The transition to the ‘liquid’ phase occurs at about 0.65–0.75 of the normal nuclear number density and at finite energy density, except when T approaches T_{0}, where the pure gaseous phase persists through high density and where the energy density becomes very large. We would like to mention now that what we have called throughout this paper the ‘liquid’ phase is really the coexistence of two phases, vapor and liquid, in equilibrium. We are currently working on a description of the high density region beyond the phase transition from gas to liquid.
 3.
In our actual description, we find a limiting temperature T_{0} ≈ 150 MeV. At this temperature, the energy density diverges. We have noted, however, that this is a subtle point which touches on the limits of validity of our present interpretation of the mass spectrum.

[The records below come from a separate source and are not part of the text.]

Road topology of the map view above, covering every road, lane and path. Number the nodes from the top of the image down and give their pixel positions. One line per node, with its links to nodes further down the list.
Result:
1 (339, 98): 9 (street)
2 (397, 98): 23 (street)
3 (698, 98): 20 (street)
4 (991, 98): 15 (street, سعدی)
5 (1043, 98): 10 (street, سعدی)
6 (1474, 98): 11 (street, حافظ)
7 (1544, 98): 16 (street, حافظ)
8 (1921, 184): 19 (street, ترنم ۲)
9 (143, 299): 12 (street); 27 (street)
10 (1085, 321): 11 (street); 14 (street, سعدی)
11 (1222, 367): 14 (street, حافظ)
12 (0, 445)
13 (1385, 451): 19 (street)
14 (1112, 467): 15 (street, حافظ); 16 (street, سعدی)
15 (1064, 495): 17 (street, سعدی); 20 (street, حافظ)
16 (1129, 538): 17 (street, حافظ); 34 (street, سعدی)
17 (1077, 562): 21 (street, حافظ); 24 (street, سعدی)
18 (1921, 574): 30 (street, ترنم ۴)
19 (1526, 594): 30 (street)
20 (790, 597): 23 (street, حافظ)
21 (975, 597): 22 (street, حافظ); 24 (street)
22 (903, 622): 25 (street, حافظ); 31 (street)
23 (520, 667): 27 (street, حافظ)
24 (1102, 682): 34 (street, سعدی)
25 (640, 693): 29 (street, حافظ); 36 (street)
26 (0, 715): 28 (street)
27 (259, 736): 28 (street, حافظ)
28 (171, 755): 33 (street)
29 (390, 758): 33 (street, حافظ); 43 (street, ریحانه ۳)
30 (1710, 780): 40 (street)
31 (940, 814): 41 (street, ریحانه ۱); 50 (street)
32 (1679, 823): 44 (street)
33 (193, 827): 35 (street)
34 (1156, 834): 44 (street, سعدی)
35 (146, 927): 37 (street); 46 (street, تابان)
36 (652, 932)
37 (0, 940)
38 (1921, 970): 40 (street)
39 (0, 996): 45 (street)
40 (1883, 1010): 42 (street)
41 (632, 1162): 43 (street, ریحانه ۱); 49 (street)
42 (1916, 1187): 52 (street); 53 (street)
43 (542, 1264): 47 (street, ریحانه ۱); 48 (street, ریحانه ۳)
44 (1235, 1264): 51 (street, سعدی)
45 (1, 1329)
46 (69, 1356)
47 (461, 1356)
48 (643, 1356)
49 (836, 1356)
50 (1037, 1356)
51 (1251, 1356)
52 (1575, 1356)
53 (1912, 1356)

In this respect, we recall that the volume of fireballs now grows with the fireball mass—thus the average density should be finite for \(T \rightarrow T_{0}\). In a consistent model, we expect a finite energy density at T_{0}, so that the presently forbidden region beyond T_{0} will now become accessible.
 4.
Below 60 MeV, we find that the energy per baryon obeys roughly the simple relation ∼ 3T∕2; however, below 20 MeV, our model includes too little nuclear structure to have enough predictive power. Above 60 MeV, we find that pion degrees of freedom absorb an increasing amount of the total energy, so that the ‘energy per baryon’ (the total energy/number of baryons) exceeds more and more the energy which the baryons themselves carry.
Looking ahead, we hope to enlarge our model by making the input more elaborate, by maintaining the particle–antiparticle symmetry, and by considering the particular importance of alpha clusters. It seems that a profound study of the ‘liquid’ phase will be rewarding since much of the structure of the liquid (maybe even the existence of a new ‘solid’ phase) depends on the amount of nucleon structure we include in the input terms. An obvious first step in this direction is the possible introduction of effective masses ( < free masses) of the bound nucleons, a feature that is very likely relevant to the understanding of the saturation of nuclear matter in the bootstrap description. We must also incorporate Fermi and Bose statistics and investigate models leading to a finite energy density at T_{0}.
Footnotes
 1.
The surprisingly complex analytical structure of this seemingly simple bootstrap function is further explored in: R. Hagedorn and J. Rafelski, “Analytic Structure and Explicit Solution of an Important Implicit Equation,” Commun. Math. Phys. 83, 563 (1982).
 2.
We use the expression ‘Ltransform’ to stress the formal analogy with the Laplace transform: L is the discrete counterpart of \(\mathcal{L}\).
 3.
We will often drop the superscript ‘ex’ on V when the meaning is unambiguous.
 4.
The generalization to several different species is straightforward.
 5.
However, we did find that as temperature rises this effect causes the rise of baryon density, a complete solution is presented in Chap. 27.
 6.
This mirrors the behavior of the rapidly changing factor \(\exp [(m\mu )/T]\); hadronic matter at phase boundary is meson dominated for T > m_{ π }∕2 MeV. Moreover, after we allowed for antimatter production (see solution presented in Chap. 27) the net baryon density continues to decrease for T → T_{0}.
 7.
This is another artifact of the approximation to ignore antibaryons.